You can use `dolphin init` to initialize your config and edit from there.

```toml
# ~/.dolphin/config.toml
default_embed_model = "large"  # or "small"

[embedding]
provider = "openai"
batch_size = 100

[retrieval]
top_k = 8
score_cutoff = 0.0
```

## MCP Configuration

The small companion MCP interface can be run via `bun` without install.

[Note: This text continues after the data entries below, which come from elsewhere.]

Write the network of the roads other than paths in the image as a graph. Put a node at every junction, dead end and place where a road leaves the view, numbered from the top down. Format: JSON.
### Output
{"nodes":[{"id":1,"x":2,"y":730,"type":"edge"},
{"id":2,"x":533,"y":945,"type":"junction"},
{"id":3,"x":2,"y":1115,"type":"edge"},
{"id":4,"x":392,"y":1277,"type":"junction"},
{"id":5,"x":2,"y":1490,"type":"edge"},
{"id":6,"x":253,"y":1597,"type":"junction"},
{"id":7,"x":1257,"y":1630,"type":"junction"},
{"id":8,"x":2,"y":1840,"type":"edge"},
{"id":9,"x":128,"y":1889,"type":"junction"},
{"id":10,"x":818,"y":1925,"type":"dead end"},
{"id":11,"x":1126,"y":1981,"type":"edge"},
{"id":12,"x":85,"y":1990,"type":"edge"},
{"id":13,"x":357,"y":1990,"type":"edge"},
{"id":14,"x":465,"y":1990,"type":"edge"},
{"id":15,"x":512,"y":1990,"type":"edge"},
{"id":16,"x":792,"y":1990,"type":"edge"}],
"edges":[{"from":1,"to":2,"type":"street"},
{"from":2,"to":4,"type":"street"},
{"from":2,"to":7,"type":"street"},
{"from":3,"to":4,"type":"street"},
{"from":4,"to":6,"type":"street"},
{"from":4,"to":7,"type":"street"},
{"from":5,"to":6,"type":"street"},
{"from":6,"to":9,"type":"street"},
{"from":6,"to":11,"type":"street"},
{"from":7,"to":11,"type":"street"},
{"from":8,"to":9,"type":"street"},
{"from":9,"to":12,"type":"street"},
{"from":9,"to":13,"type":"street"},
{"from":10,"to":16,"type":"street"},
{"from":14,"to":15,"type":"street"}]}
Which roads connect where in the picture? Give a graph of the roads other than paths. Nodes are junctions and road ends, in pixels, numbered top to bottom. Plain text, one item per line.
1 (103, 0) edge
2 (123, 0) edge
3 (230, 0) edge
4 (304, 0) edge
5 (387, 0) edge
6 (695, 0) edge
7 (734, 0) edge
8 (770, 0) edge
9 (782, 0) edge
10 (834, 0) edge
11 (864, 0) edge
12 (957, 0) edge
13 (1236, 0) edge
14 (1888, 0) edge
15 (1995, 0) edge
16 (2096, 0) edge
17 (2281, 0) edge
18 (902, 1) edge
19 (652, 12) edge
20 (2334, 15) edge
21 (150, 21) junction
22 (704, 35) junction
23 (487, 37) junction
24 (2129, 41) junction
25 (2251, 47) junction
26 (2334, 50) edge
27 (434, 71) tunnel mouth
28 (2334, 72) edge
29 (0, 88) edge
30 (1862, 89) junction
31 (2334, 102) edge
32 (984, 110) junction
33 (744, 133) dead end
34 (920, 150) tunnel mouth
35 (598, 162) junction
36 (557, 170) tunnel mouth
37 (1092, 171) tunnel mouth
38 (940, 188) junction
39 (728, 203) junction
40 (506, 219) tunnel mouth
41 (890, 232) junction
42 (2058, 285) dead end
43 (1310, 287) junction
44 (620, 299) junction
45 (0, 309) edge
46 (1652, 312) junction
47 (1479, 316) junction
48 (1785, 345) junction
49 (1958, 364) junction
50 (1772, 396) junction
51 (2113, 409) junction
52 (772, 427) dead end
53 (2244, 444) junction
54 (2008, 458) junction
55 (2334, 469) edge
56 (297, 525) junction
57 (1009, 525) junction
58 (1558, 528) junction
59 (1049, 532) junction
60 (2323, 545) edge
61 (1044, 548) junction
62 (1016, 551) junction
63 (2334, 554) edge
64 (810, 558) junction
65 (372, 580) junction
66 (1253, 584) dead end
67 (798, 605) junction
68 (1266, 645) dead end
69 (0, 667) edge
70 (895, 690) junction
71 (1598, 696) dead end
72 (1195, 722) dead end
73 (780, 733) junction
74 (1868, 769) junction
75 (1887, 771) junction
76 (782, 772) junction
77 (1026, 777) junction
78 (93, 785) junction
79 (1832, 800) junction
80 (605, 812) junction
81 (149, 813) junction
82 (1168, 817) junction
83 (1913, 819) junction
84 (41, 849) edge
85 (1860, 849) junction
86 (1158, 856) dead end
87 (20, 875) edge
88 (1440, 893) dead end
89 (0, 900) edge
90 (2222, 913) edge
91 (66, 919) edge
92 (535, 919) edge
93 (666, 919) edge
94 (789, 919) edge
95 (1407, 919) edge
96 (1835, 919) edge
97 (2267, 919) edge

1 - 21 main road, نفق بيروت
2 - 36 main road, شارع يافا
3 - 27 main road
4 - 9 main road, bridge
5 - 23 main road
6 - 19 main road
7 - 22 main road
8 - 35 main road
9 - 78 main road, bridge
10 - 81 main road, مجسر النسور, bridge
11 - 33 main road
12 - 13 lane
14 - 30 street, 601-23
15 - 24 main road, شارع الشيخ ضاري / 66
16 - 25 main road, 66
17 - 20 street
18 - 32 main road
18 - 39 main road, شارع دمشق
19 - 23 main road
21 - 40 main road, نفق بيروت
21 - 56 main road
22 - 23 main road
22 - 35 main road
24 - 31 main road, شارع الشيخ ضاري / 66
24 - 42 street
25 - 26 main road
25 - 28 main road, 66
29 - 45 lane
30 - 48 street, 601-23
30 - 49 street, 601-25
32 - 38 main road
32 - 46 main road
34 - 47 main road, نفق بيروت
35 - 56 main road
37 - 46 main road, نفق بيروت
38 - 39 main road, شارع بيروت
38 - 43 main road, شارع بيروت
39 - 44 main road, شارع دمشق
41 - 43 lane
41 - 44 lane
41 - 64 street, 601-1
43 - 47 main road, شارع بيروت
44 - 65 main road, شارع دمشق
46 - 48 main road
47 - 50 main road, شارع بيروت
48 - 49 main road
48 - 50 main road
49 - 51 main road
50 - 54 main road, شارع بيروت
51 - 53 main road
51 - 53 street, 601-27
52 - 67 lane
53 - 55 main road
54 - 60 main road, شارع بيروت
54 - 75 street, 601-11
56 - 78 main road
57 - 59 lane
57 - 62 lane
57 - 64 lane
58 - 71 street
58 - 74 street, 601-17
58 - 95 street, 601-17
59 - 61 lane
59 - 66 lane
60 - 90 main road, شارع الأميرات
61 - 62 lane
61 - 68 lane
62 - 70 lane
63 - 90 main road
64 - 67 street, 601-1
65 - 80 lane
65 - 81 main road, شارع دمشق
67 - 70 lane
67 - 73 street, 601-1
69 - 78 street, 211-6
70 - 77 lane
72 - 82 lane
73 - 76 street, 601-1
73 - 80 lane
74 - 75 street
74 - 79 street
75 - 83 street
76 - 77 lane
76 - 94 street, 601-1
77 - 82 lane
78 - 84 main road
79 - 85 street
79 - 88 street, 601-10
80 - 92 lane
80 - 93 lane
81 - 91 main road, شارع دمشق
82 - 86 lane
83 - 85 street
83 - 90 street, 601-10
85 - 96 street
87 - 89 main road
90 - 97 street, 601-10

Add to your favorite AI application's config:

```json
{
  "mcpServers": {
    "dolphin": {
      "command": "bunx",
      "args": ["dolphin-mcp"]
    }
  }
}
```

Make sure you are running the HTTP retrieval server: `uv run dolphin serve`

Available MCP tools: `search_knowledge`, `fetch_chunk`, `fetch_lines`, `get_vector_store_info`

## REST API

```bash
# Start server
dolphin serve

# Search
curl -X POST http://127.0.0.1:7777/v1/search \
  -H "Content-Type: application/json" \
  -d '{"query": "authentication", "top_k": 5}'

# List repositories
curl http://127.0.0.1:7777/v1/repos

# Health check
curl http://127.0.0.1:7777/v1/health
```

## Advanced Features

### Cross-Encoder Reranking

Cross-encoder reranking improves search result relevance by re-scoring each result pairwise against the query using an ML model, leading to 20-30% improvements in search result ranking quality ([Nogueira & Cho, 2019](https://arxiv.org/abs/1901.04085)).

**Performance Impact:**
- ⚠️ **2-3x slower searches** - cross-encoder is compute-intensive
- ⚠️ **~2GB install size** - requires torch and sentence-transformers

#### Installation

```bash
uv pip install pb-dolphin[reranking]
```

#### Configuration

Enable in your `~/.dolphin/config.toml`:

```toml
[retrieval.reranking]
enabled = true  # Enable cross-encoder reranking
model = "cross-encoder/ms-marco-MiniLM-L-6-v2"  # HuggingFace model
device = ""  # Auto-detect (CPU or CUDA if available)
batch_size = 32  # Higher = faster but more memory
candidate_multiplier = 4  # Rerank top_k × multiplier candidates
score_threshold = 0.3  # Minimum relevance score (0-1)
```

Restart the API server to apply changes:

```bash
uv run dolphin serve
```

## Development Status

**Current**: Beta (0.1.x)

- ✅ Core indexing and search pipeline
- ✅ Language-aware chunking (Python, TS, JS, Markdown)
- ✅ REST API with MCP bridge available at `bunx dolphin-mcp`
- ⚠️ Developmental stage

**Upcoming**:
- Performance optimization
- Production hardening
- Evaluation framework
- Expanded language support

## Requirements

- Python ≥3.12
- OpenAI API key (for embeddings)
- Bun (for MCP bridge)
- Git (for repository scanning)

## Testing

```bash
# Run all tests
uv run pytest

# Run specific test suite
uv run pytest tests/unit/
uv run pytest tests/integration/
```

## License

MIT License

## Acknowledgments

Built with [LanceDB](https://lancedb.com/), [OpenAI](https://openai.com/), [FastAPI](https://fastapi.tiangolo.com/), and [Bun](https://bun.sh/)

---

**⚠️ Remember**: This is experimental software under active development. Use at your own risk.